Reste que les sénateurs LR sont échaudés. « Que EPR soit en colère sur certains sujets, je veux bien. Mais est-il nécessaire de passer en force sur la proportionnelle ? Est-il urgent de passer en force sur PLM ? », demande Max Brisson. « Sur le texte PLM, on va avoir un passage en force à l’Assemblée », regrette aussi Marc-Philippe Daubresse, sénateur LR du Nord, « mais avant de passer en force, on discute ». Il ajoute :
« Ça commence à faire beaucoup », mais « on peut avaler quelques couleuvres, bon an mal an »
Pour le socle commun, « c’est sûr que ça commence à faire beaucoup », constate Dominique Estrosi Sassone. Mais elle ne croit pas pour autant à une explosion en vol du socle. Du moins pas maintenant. « De là à ce que ça fasse tout dérailler maintenant, je ne suis pas sûre. La véritable heure de vérité, ce sera à l’automne, avec le budget », pense la présidente de la commission des affaires économiques, qui ajoute : « D’ici là, on peut avaler quelques couleuvres, bon an mal an. C’est l’esprit de responsabilité, j’espère, qui prévaudra ».
« Pour moi, c’est un épiphénomène. Et le gros des discussions sera sur le budget. Et on a dit qu’il ne faut pas d’impôts supplémentaires et l’Etat doit se serrer la ceinture avant de demander de l’argent aux Français ou de demander aux collectivités un nouvel effort », confirme Marc-Philippe Daubresse.
Chez Renaissance, on entend aussi faire redescendre la pression. « Le bloc central est en fait un bloc qui a vocation à créer la stabilité du pays. LR n’a pas intérêt à ce que cette démarche-là s’arrête, car c’est grâce à ça qu’ils sont aux responsabilités. Il ne faut pas qu’ils s’amusent à scier la branche sur laquelle ils sont assis. Il ne faut pas trop penser à 2027, qu’on ne réussira pas si on n’arrive pas à faire des choses pour le pays d’ici là », prévient Prisca Thévenot.
« Ils sont tenus les uns par les autres. Le coût du bordel est trop élevé pour tous »

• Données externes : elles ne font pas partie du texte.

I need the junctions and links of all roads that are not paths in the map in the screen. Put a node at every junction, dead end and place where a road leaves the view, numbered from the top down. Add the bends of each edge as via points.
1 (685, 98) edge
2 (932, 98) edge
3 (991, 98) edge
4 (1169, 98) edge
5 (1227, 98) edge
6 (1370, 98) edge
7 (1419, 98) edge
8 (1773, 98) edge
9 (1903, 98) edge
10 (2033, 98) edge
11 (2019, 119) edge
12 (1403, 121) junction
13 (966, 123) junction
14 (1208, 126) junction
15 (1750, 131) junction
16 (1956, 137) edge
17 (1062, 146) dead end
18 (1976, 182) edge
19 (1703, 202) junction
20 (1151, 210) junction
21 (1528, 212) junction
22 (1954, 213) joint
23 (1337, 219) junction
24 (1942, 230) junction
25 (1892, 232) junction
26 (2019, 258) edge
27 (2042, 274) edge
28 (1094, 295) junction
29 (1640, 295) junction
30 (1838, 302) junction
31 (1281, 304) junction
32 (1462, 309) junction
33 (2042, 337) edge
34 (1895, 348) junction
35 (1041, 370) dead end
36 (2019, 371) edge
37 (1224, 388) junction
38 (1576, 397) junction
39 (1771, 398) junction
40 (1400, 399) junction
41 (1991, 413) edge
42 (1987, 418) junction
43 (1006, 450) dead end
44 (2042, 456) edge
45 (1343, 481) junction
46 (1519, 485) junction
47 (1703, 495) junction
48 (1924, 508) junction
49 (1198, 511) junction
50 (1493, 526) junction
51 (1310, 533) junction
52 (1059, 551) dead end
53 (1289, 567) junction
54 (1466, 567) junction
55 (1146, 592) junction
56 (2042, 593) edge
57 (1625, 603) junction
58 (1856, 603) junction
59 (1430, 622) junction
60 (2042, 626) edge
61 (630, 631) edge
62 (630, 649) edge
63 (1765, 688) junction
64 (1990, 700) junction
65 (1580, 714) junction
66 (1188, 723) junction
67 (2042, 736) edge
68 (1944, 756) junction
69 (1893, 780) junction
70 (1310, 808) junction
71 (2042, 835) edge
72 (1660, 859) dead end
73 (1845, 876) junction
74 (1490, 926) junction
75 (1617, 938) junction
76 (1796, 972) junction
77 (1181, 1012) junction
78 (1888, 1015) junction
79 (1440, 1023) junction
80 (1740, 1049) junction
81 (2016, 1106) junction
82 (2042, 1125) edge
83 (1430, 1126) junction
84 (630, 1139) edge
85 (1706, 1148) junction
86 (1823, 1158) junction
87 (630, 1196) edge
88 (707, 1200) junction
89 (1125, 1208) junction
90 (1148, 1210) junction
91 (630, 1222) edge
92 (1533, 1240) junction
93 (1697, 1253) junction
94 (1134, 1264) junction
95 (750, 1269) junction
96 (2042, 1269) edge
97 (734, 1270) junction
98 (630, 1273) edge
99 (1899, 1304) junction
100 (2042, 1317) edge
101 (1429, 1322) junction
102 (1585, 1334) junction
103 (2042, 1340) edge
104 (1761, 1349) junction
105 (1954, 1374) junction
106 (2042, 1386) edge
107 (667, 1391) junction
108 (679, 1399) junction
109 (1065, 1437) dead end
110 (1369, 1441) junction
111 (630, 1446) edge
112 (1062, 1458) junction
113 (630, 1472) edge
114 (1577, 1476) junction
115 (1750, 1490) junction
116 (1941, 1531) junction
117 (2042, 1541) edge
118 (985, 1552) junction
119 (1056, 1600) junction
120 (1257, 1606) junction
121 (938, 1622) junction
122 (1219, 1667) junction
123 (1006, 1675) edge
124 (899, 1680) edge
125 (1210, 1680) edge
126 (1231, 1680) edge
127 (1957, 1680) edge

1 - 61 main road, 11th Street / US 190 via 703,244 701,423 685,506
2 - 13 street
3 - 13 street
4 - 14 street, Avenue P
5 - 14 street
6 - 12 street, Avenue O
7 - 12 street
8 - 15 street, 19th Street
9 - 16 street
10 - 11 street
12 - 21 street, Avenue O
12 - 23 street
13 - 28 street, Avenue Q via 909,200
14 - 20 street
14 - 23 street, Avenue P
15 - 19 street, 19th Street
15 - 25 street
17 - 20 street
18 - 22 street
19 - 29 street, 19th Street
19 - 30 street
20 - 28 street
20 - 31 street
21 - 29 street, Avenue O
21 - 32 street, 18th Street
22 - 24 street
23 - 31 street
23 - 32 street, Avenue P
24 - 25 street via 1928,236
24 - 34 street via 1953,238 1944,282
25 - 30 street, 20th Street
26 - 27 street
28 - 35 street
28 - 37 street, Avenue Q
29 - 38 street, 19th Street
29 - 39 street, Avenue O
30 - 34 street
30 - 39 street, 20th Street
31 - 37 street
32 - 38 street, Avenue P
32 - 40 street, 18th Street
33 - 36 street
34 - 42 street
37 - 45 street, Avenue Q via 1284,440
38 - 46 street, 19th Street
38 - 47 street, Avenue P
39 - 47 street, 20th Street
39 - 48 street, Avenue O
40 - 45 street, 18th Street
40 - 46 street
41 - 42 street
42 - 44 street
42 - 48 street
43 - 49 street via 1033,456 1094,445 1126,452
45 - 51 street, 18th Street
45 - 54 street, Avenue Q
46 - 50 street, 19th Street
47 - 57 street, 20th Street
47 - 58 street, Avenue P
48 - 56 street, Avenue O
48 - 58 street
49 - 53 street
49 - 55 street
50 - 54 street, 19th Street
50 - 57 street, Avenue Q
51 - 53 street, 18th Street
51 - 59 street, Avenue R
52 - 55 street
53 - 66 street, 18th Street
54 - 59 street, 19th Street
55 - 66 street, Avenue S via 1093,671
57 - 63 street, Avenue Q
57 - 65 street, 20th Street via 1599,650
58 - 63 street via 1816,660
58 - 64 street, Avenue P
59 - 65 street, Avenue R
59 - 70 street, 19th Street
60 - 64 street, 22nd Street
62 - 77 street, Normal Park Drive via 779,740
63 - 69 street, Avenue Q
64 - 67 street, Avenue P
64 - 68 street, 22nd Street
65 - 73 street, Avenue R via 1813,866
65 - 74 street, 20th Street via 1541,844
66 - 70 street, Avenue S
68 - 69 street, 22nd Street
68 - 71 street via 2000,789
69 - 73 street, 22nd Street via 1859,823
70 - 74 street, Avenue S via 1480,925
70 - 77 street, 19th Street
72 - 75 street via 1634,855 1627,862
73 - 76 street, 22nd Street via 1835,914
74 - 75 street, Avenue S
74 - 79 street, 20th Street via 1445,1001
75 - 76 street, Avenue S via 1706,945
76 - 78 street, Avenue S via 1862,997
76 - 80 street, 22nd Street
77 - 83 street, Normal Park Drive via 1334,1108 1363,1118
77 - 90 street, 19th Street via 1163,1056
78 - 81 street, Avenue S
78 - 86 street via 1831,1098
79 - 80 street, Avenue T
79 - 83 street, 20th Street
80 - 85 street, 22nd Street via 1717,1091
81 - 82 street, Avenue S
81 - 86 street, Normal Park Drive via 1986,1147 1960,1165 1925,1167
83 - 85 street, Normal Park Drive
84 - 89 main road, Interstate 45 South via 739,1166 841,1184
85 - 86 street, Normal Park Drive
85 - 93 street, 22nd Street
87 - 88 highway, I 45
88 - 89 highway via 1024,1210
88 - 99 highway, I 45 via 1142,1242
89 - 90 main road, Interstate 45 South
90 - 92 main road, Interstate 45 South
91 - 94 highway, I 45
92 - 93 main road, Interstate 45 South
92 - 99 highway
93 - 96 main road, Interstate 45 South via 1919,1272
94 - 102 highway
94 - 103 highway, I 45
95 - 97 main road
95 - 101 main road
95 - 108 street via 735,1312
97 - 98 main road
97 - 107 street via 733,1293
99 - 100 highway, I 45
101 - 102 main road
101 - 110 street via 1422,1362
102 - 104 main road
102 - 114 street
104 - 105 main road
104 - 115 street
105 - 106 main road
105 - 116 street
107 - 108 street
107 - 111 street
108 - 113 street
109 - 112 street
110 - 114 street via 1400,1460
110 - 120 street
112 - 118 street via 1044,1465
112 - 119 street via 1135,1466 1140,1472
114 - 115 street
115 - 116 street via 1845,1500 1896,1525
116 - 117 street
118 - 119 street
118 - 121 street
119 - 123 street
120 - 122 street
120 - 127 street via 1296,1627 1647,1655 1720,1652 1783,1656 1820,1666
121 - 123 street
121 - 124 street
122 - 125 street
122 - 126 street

A l’Elysée, pendant que les esprits s’échauffent au Parlement, on regarde ces événements avec une certaine distance. « La culture de compromis, ce n’est vraiment pas un long fleuve tranquille. C’est heurté. Mais je ne sais pas si c’est plus violent qu’il y a trois mois, au moment de l’acmé de la campagne LR avec Laurent Wauquiez qui se déchaînait pour se démarquer », tempère un proche d’Emmanuel Macron, qui pense qu’« il y a une lassitude des gens sur ces jeux politiciens. Beaucoup ont décroché sur ces sujets parlementaires ».
Et si la survie du gouvernement n’est pas certaine à moyen terme, il devrait dans l’immédiat passer l’été, du moins tenir encore et profiter d’une très relative stabilité. D’autant que le RN dit pour le moment ne pas vouloir voter la motion de censure que va déposer le groupe PS sur les retraites. « Ils sont tenus les uns par les autres. Le coût du bordel est trop élevé pour tous », pense cet habitué de l’Elysée. Jusqu’au moment où le bordel deviendra nécessaire, autrement dit, quand les présidentiables voudront vraiment reprendre leur liberté.